“Esce da un lato, rientra dall’altro”: il vecchio modo di dire, adattabile a moltissime situazioni, è più che mai applicabile alla politica militare Usa in Siria e, senza complicate analisi, ecco la valutazione di semplici “fatti” che permette di farsi una opinione in materia.
Trump, tenendo fede al suo programma elettorale, annuncia in dicembre al mondo che la guerra all’Isis è (quasi) finita e che le truppe americane (non i contractors) si ritirano immediatamente dalla Siria.
Scatta all’istante il dissenso e la contrarietà dei vertici militari del Pentagono e del suo stratega Jim Mattis che, uniti ai media pro Curdi di tutto il mondo, strepitano per la triste sorte dei miliziani minacciati da Erdogan.
Quindi il “ritiro” diviene meno “immediato” e diluito in tre mesi.

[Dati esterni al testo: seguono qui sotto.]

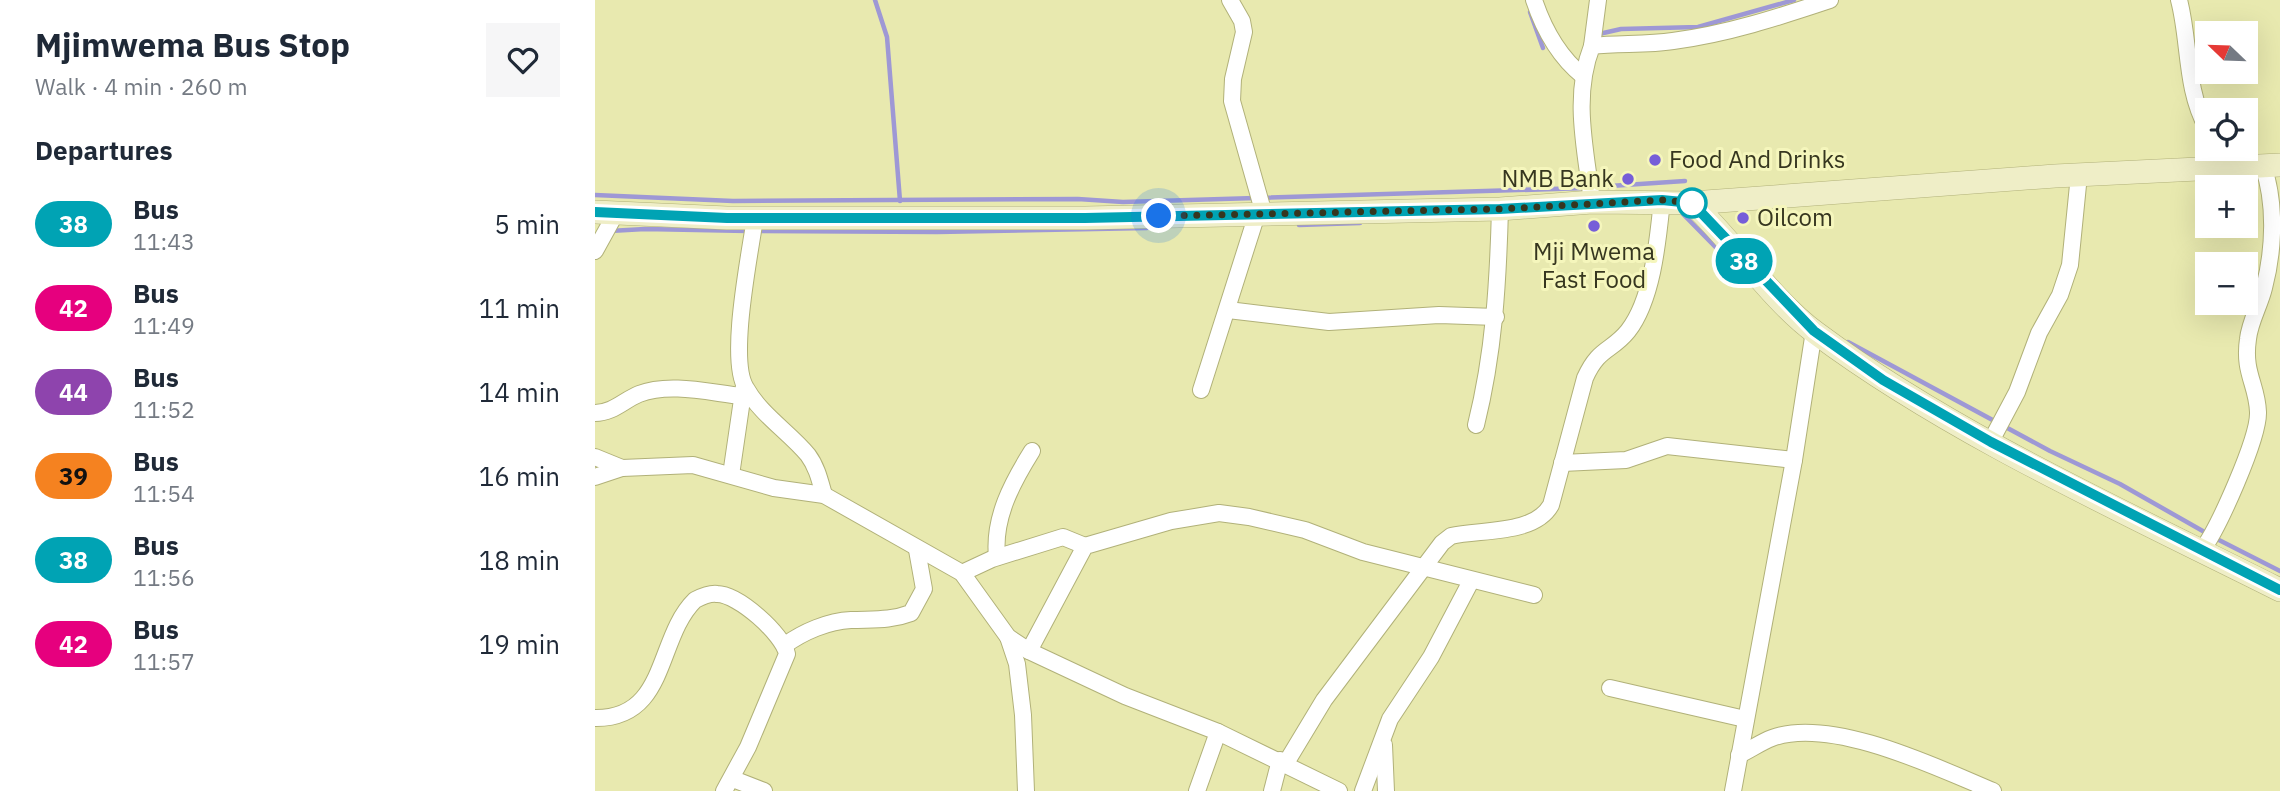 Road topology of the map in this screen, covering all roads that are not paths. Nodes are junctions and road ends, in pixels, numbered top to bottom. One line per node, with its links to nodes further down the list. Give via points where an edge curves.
1 (1230, 0): 18 (street, via 1244,32 1233,101)
2 (1534, 0): 7 (street, via 1549,38 1567,64)
3 (1598, 0): 6 (street)
4 (1830, 0): 6 (street, via 1708,35)
5 (2179, 0): 8 (street)
6 (1592, 47): 7 (street)
7 (1583, 76): 14 (street, via 1581,131)
8 (2195, 104)
9 (2195, 160): 12 (main road)
10 (2244, 161): 11 (main road)
11 (2272, 165): 39 (street, via 2268,180 2272,234 2246,353 2246,372 2258,414 2220,519)
12 (2079, 175): 15 (main road); 28 (street, via 2070,265)
13 (1662, 200): 14 (main road); 15 (main road); 32 (street, via 1655,261 1638,317 1621,339 1592,362)
14 (1592, 202): 16 (main road)
15 (1692, 203): 23 (main road)
16 (1500, 209): 18 (main road); 22 (street)
17 (605, 212): 19 (main road); 20 (street)
18 (1261, 214): 19 (main road); 21 (street)
19 (755, 218): 25 (street, via 738,357)
20 (595, 251)
21 (1228, 310): 22 (street, via 1329,321); 24 (street)
22 (1496, 317): 27 (street)
23 (1814, 331): 28 (main road, via 1883,380); 31 (street)
24 (1201, 390)
25 (743, 391): 26 (street, via 664,389); 34 (street); 36 (street, via 809,456)
26 (595, 413)
27 (1476, 425)
28 (1991, 442): 39 (main road)
29 (1033, 451): 40 (street, via 1000,516)
30 (595, 457): 33 (street)
31 (1794, 460): 32 (street, via 1667,446 1626,460); 51 (street)
32 (1562, 463): 41 (street, via 1545,516 1529,524 1451,536)
33 (622, 468): 34 (street, via 693,465); 35 (street)
34 (731, 475): 36 (street, via 774,488)
35 (595, 477)
36 (824, 495): 38 (street)
37 (1085, 546): 40 (street, via 1063,537); 41 (street, via 1171,521 1219,513 1305,530); 48 (street)
38 (917, 550): 42 (street); 47 (street, via 924,589 911,613 878,621 840,621)
39 (2202, 551): 44 (main road)
40 (997, 557): 42 (street)
41 (1420, 568): 43 (street); 55 (street)
42 (962, 573): 46 (street)
43 (1471, 581): 45 (street); 53 (street)
44 (2280, 590)
45 (1534, 595)
46 (1008, 637): 48 (street); 58 (street, via 1017,664 1023,715)
47 (785, 645): 50 (street, via 770,626 729,597 718,593 702,597 691,605 642,701 620,715); 56 (street, via 781,671)
48 (1029, 651): 52 (street, via 1125,696)
49 (1610, 688): 51 (street)
50 (595, 718)
51 (1745, 719): 54 (street)
52 (1218, 732): 55 (street); 59 (street)
53 (1383, 733): 62 (street); 63 (street)
54 (1739, 755): 64 (street); 65 (street, via 1773,737 1842,737 1883,747)
55 (1283, 762): 60 (street); 61 (street)
56 (728, 785): 57 (street)
57 (764, 791)
58 (1026, 791)
59 (1197, 791)
60 (1272, 791)
61 (1339, 791)
62 (1363, 791)
63 (1386, 791)
64 (1733, 791)
65 (1993, 791)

Così, tra qualche bombardamento e qualche combattimento con i residui dell’ Isis, arriviamo al 15 gennaio quando l’Osservatorio per i diritti umani in Siria (SOHRO),organizzazione ferocemente ostile al governo Assad, segnala l’ingresso (dall’Iraq) in territorio siriano di oltre 100 mezzi militari statunitensi diretti chissà dove verso Oriente.
L’altro ieri, giorno 16, a Manbij esplode un kamikaze islamico ed ammazza (tra 16 vittime) 4 soldati americani. Vuoi vedere che salterà fuori la ancora attuale pericolosità dello Stato Islamico e che Trump “allungherà” le date del (presunto) ritiro?
Strano che,
ancor prima del provvidenziale attentato, rientrino più truppe di quante ne siano uscite. Casualità,visione complottistica? Resta la preesistente domanda base per i lettori che desiderino porsela: che cavolo ci fanno soldati Usa in Siria ? In base a quale deliberato Onu possono avere truppe e basi a terra sul territorio di uno stato sovrano il cui legittimo governo è quello di Assad?
Visto che nessuna istituzione internazionale (Onu in testa) risponde e che i media occidentali glissano, non resta che una considerazione. Il prezzo alla loro arroganza gli yankee, ogni tanto, lo pagano, sulle spalle di giovani soldati.